TASK INSTRUCTIONS:
Return only those lines of the listing in which "Calle" appears.

AVAILABLE DATA:

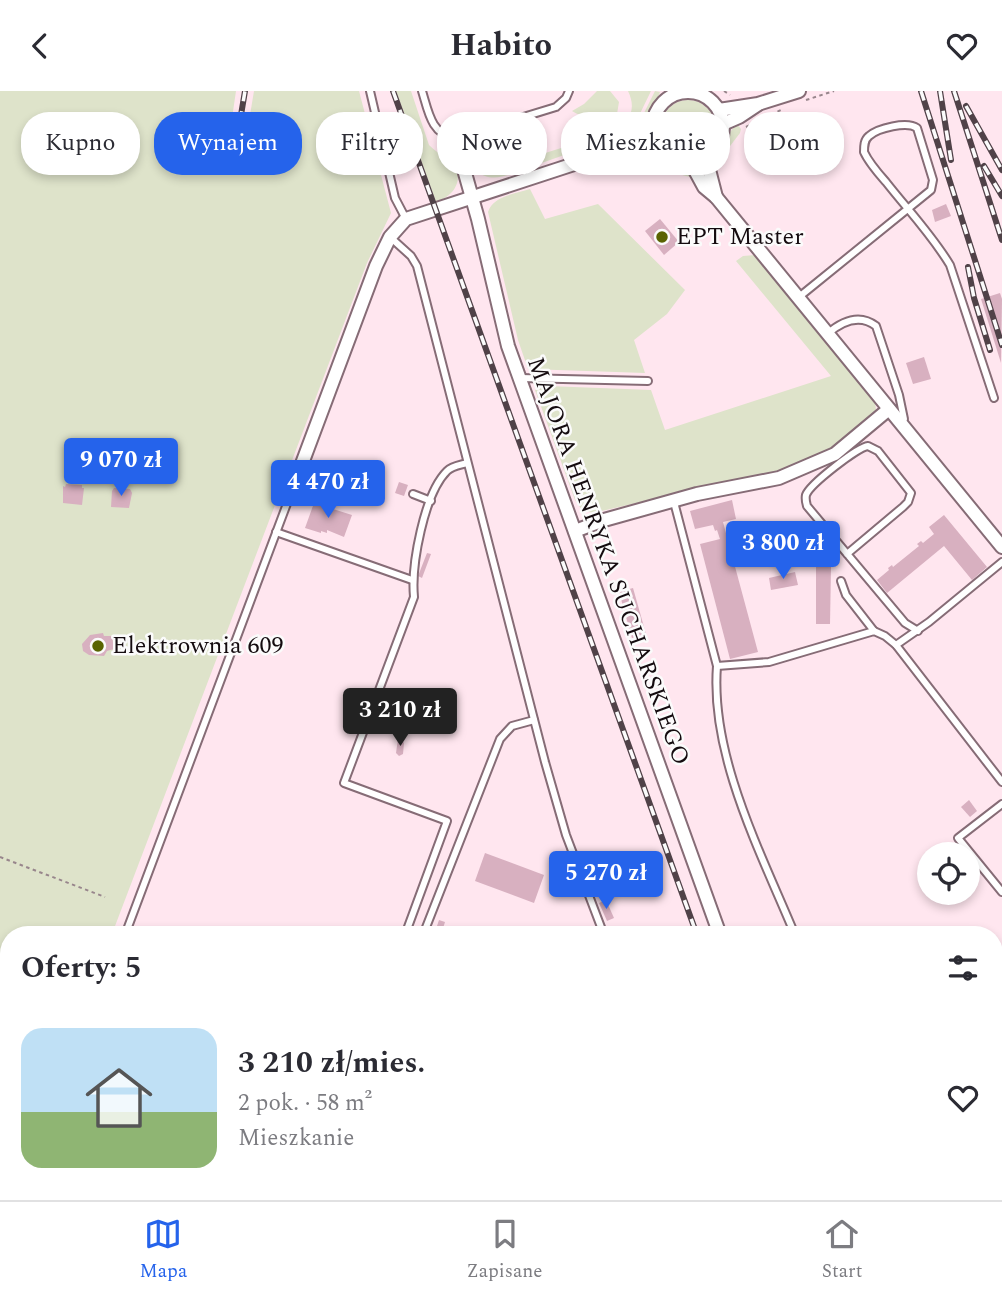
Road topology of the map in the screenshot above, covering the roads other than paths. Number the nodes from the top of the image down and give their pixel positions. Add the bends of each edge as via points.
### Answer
1 (370, 91) edge
2 (422, 91) edge
3 (569, 91) edge
4 (685, 91) edge
5 (667, 95) edge
6 (801, 96) edge
7 (758, 104) junction
8 (719, 110) joint
9 (540, 112) edge
10 (657, 112) edge
11 (730, 121) edge
12 (437, 130) edge
13 (561, 168) edge
14 (466, 175) edge
15 (698, 175) edge
16 (710, 175) edge
17 (472, 197) junction
18 (716, 197) junction
19 (908, 209) junction
20 (406, 219) junction
21 (390, 237) junction
22 (797, 298) junction
23 (827, 334) junction
24 (520, 378) junction
25 (648, 381) dead end
26 (994, 398) dead end
27 (889, 409) junction
28 (900, 423) junction
29 (467, 463) junction
30 (294, 485) joint
31 (413, 494) dead end
32 (431, 501) junction
33 (674, 502) junction
34 (575, 531) junction
35 (276, 532) junction
36 (1002, 547) edge
37 (847, 554) junction
38 (1002, 562) edge
39 (412, 580) junction
40 (841, 581) dead end
41 (874, 631) junction
42 (918, 631) junction
43 (896, 645) junction
44 (717, 666) junction
45 (534, 720) junction
46 (1002, 782) edge
47 (1002, 804) edge
48 (1002, 892) edge
49 (128, 926) edge
50 (408, 926) edge
51 (427, 926) edge
52 (601, 926) edge
53 (717, 926) edge
54 (791, 926) edge

1 - 20 lane via 395,198
2 - 12 lane
3 - 9 lane via 556,107
4 - 5 street
4 - 8 street via 706,98
5 - 10 street
6 - 7 street
7 - 8 street
7 - 11 street
13 - 17 street
14 - 17 street, MAJORA HENRYKA SUCHARSKIEGO
15 - 18 street
16 - 18 street
17 - 20 street
17 - 24 street, MAJORA HENRYKA SUCHARSKIEGO
18 - 22 street
19 - 19 lane via 931,190 933,180 917,128 905,123 871,134 864,152
19 - 22 lane
19 - 26 lane via 950,265
20 - 21 street
21 - 29 lane via 417,266
21 - 30 street
22 - 23 street
23 - 27 street
23 - 28 lane via 839,324 857,319 876,326 899,395 904,419
24 - 25 lane
24 - 34 street, MAJORA HENRYKA SUCHARSKIEGO
27 - 28 street
27 - 33 street via 835,454 811,465 779,478
28 - 36 street
29 - 32 lane via 450,469
29 - 45 lane
30 - 35 lane
31 - 32 lane
32 - 39 lane
33 - 34 street
33 - 44 lane
34 - 53 street, MAJORA HENRYKA SUCHARSKIEGO
35 - 39 lane
35 - 49 lane
37 - 37 lane via 807,506 806,498 811,489 868,446 878,451 911,493 903,507
37 - 42 lane via 905,623
38 - 42 lane
39 - 50 lane via 414,597 344,783 447,821
40 - 41 lane via 846,595
41 - 43 lane
41 - 44 lane via 769,662
42 - 43 lane
43 - 46 lane
44 - 54 lane via 729,772
45 - 51 lane via 512,726 500,739
45 - 52 lane via 566,835
47 - 48 lane via 958,838

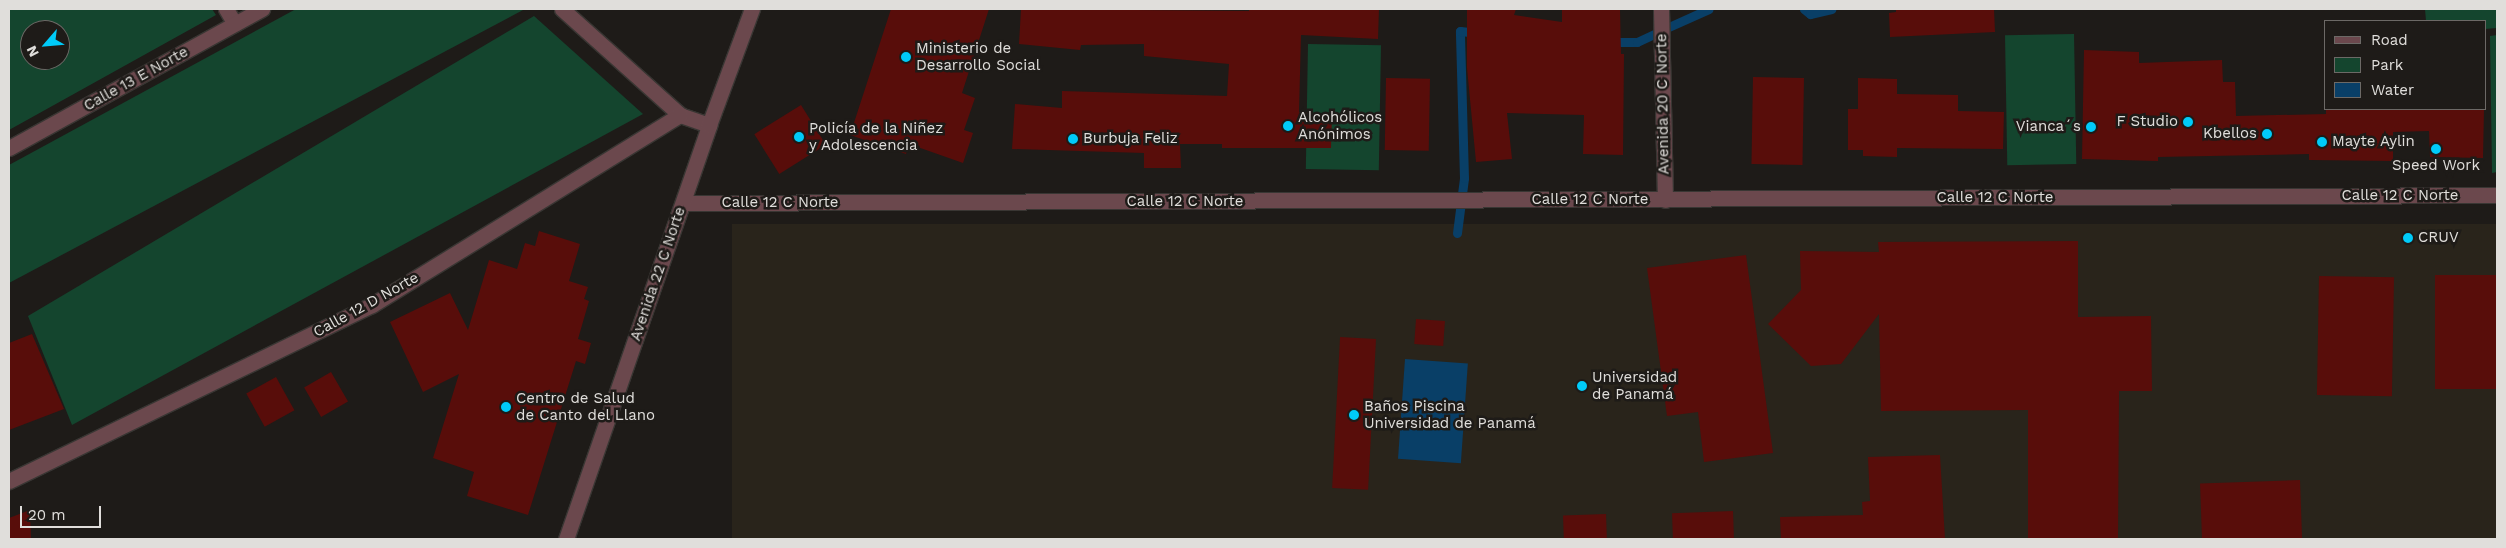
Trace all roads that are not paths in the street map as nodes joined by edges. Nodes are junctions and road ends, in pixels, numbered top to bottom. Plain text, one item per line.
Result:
1 (226, 9) edge
2 (262, 9) edge
3 (562, 9) edge
4 (752, 9) edge
5 (1661, 9) edge
6 (235, 24) junction
7 (680, 115) junction
8 (709, 125) junction
9 (9, 148) edge
10 (2497, 196) edge
11 (1665, 200) junction
12 (683, 204) junction
13 (9, 482) edge
14 (566, 539) edge

1 - 6 street
2 - 6 street, Calle 13 E Norte
3 - 7 street
4 - 8 street, Avenida 22 C Norte
5 - 11 street, Avenida 20 C Norte
6 - 9 street, Calle 13 E Norte
7 - 8 street
7 - 13 street, Calle 12 D Norte
8 - 12 street, Avenida 22 C Norte
10 - 11 street, Calle 12 C Norte
11 - 12 street, Calle 12 C Norte
12 - 14 street, Avenida 22 C Norte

EXERCISE OUTPUT:
2 - 6 street, Calle 13 E Norte
6 - 9 street, Calle 13 E Norte
7 - 13 street, Calle 12 D Norte
10 - 11 street, Calle 12 C Norte
11 - 12 street, Calle 12 C Norte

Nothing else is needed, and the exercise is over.